#### RECORDS SHOWN ####
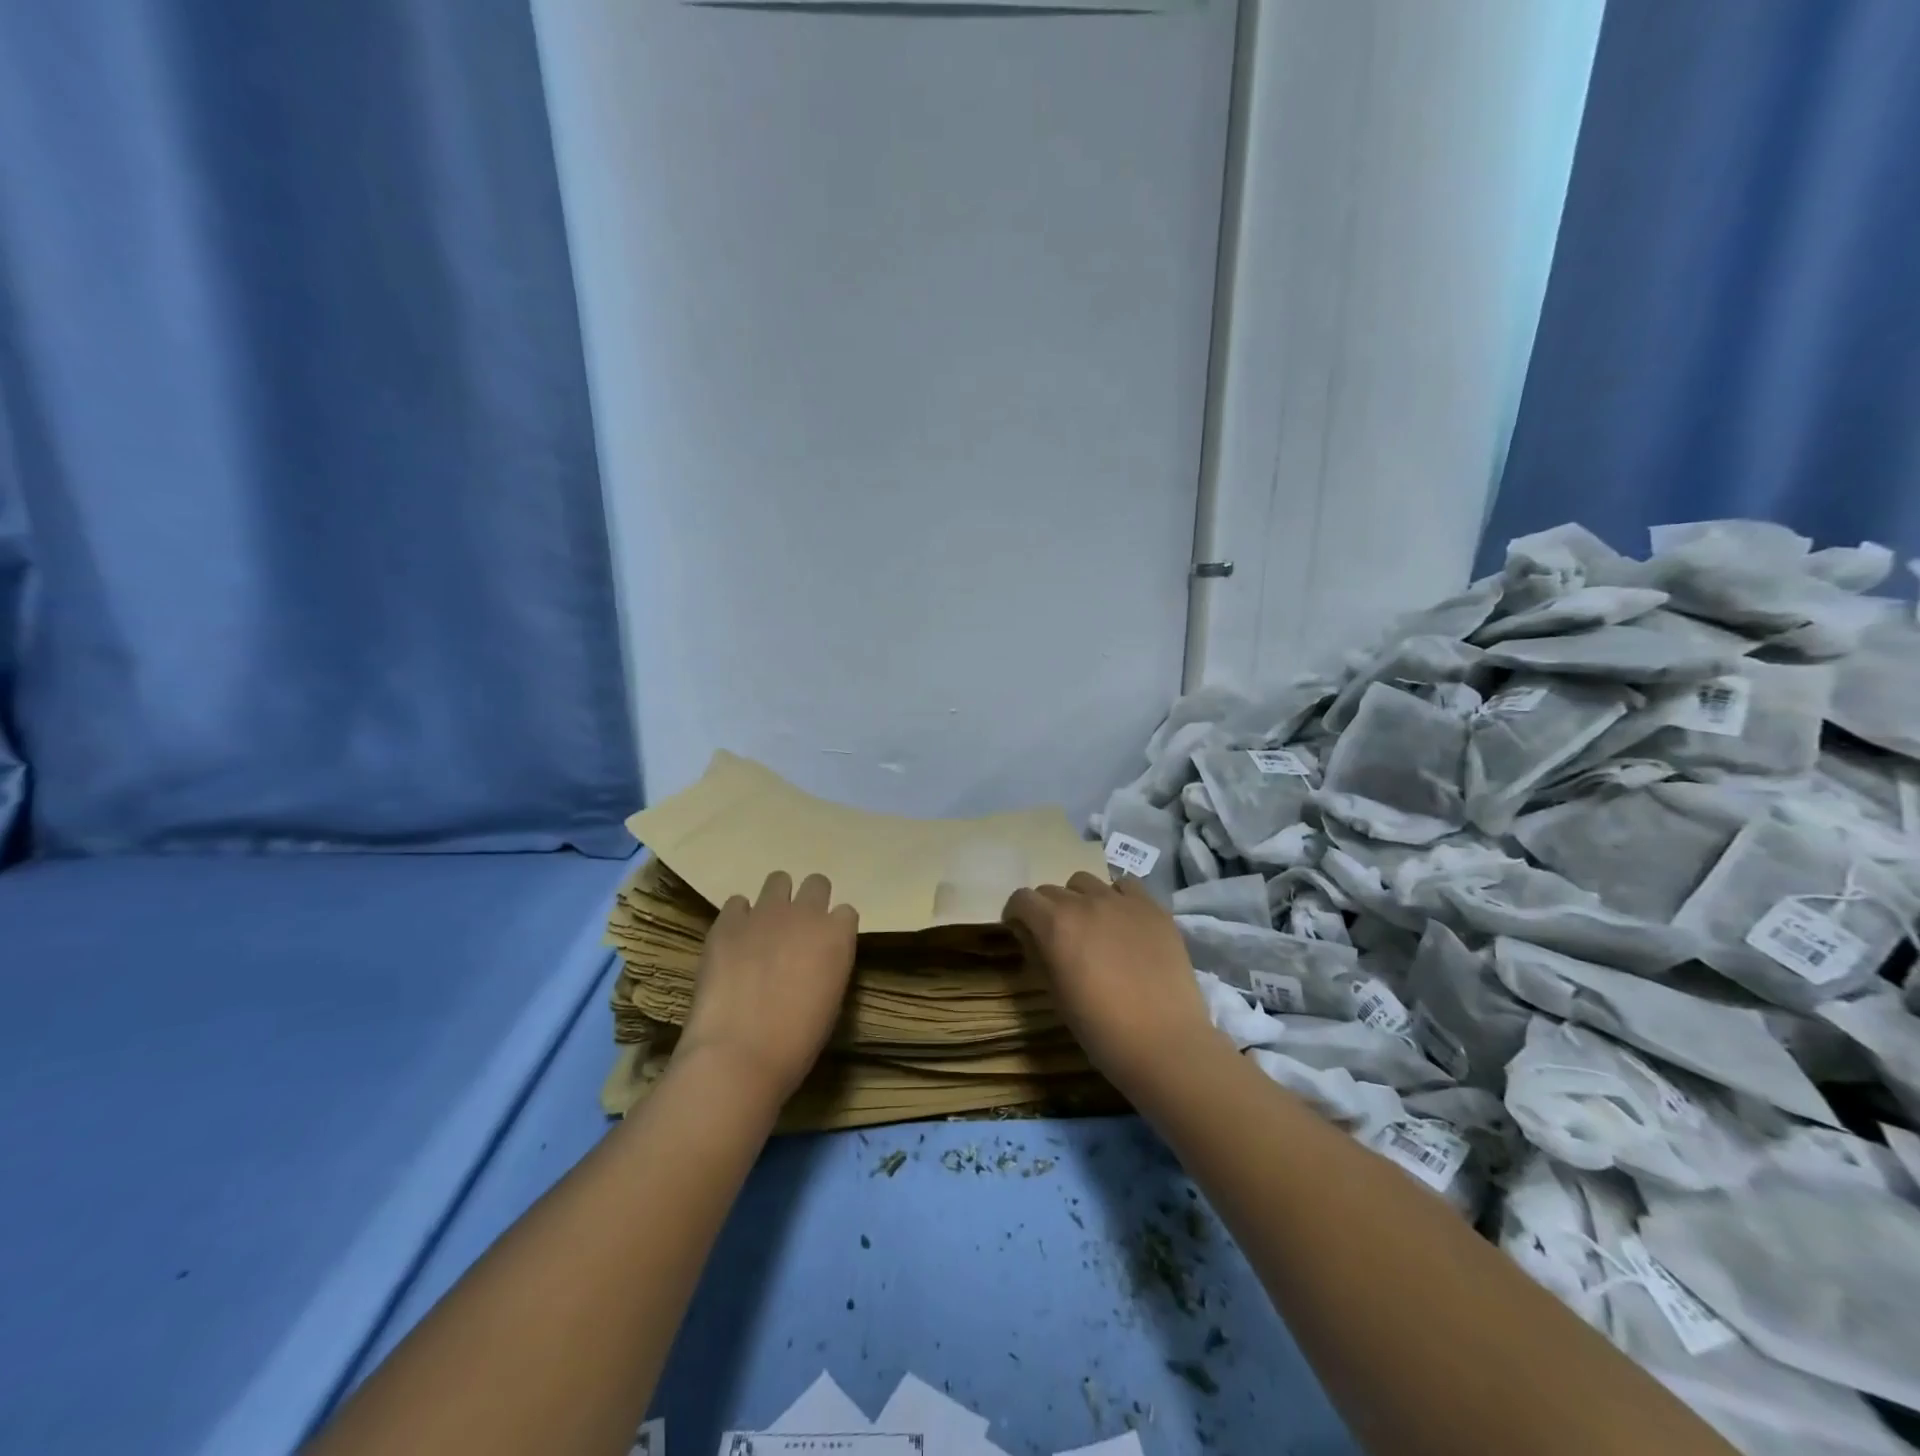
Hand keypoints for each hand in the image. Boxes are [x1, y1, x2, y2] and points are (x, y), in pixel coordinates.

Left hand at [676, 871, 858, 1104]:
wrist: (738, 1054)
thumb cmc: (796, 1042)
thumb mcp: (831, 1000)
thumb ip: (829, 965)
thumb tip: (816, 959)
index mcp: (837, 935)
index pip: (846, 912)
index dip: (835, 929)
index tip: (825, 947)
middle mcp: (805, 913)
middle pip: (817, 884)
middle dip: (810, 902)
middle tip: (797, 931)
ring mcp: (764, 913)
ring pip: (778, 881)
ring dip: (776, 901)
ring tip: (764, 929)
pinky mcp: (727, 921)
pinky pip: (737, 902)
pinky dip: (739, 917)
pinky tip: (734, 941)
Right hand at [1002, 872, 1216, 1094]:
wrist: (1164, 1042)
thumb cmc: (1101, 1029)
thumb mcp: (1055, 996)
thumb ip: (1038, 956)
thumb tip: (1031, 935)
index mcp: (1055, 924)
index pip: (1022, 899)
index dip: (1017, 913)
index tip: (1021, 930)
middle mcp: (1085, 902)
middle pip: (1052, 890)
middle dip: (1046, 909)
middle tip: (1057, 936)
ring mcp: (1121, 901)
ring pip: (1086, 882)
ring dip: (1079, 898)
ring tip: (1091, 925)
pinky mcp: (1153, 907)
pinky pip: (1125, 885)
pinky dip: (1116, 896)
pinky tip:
####
WORK INSTRUCTION>
Your copy should match the material above exactly, minus its pictures.

OUTPUT FOR THIS EXERCISE>
Hand keypoints for each hand in the image. Boxes are [x1, y1, x2, y2] and points are (x, y), in pixel coordinates.

Left hand at [676, 871, 858, 1104]:
wrist: (738, 1054)
thumb cmc: (796, 1042)
thumb mcp: (831, 1000)
thumb ip: (829, 965)
thumb tip: (816, 959)
index mcp: (837, 935)
index pip: (846, 912)
index dip: (835, 929)
index tip: (825, 947)
middle mcp: (805, 913)
middle pip: (817, 884)
middle dip: (810, 902)
middle tip: (797, 931)
ring mcp: (764, 913)
ring pip: (778, 881)
ring dip: (776, 901)
ring tip: (764, 929)
pinky mcp: (727, 921)
pinky pip: (737, 902)
pinky dip: (739, 917)
pinky tip: (734, 941)
Right hand at [1002, 872, 1216, 1094]:
wrist: (1164, 1042)
thumb cmc: (1101, 1029)
thumb mcp: (1055, 996)
thumb ip: (1038, 956)
thumb tip: (1031, 935)
index mcp: (1055, 924)
index pip: (1022, 899)
index dip: (1017, 913)
index tip: (1021, 930)
middle mcp: (1085, 902)
middle pip: (1052, 890)
middle dip: (1046, 909)
middle tip: (1057, 936)
ring mcp: (1121, 901)
ring pip: (1086, 882)
ring dip: (1079, 898)
ring tip: (1091, 925)
pinky mcp: (1153, 907)
pinky pip: (1125, 885)
pinky dip: (1116, 896)
pinky tip:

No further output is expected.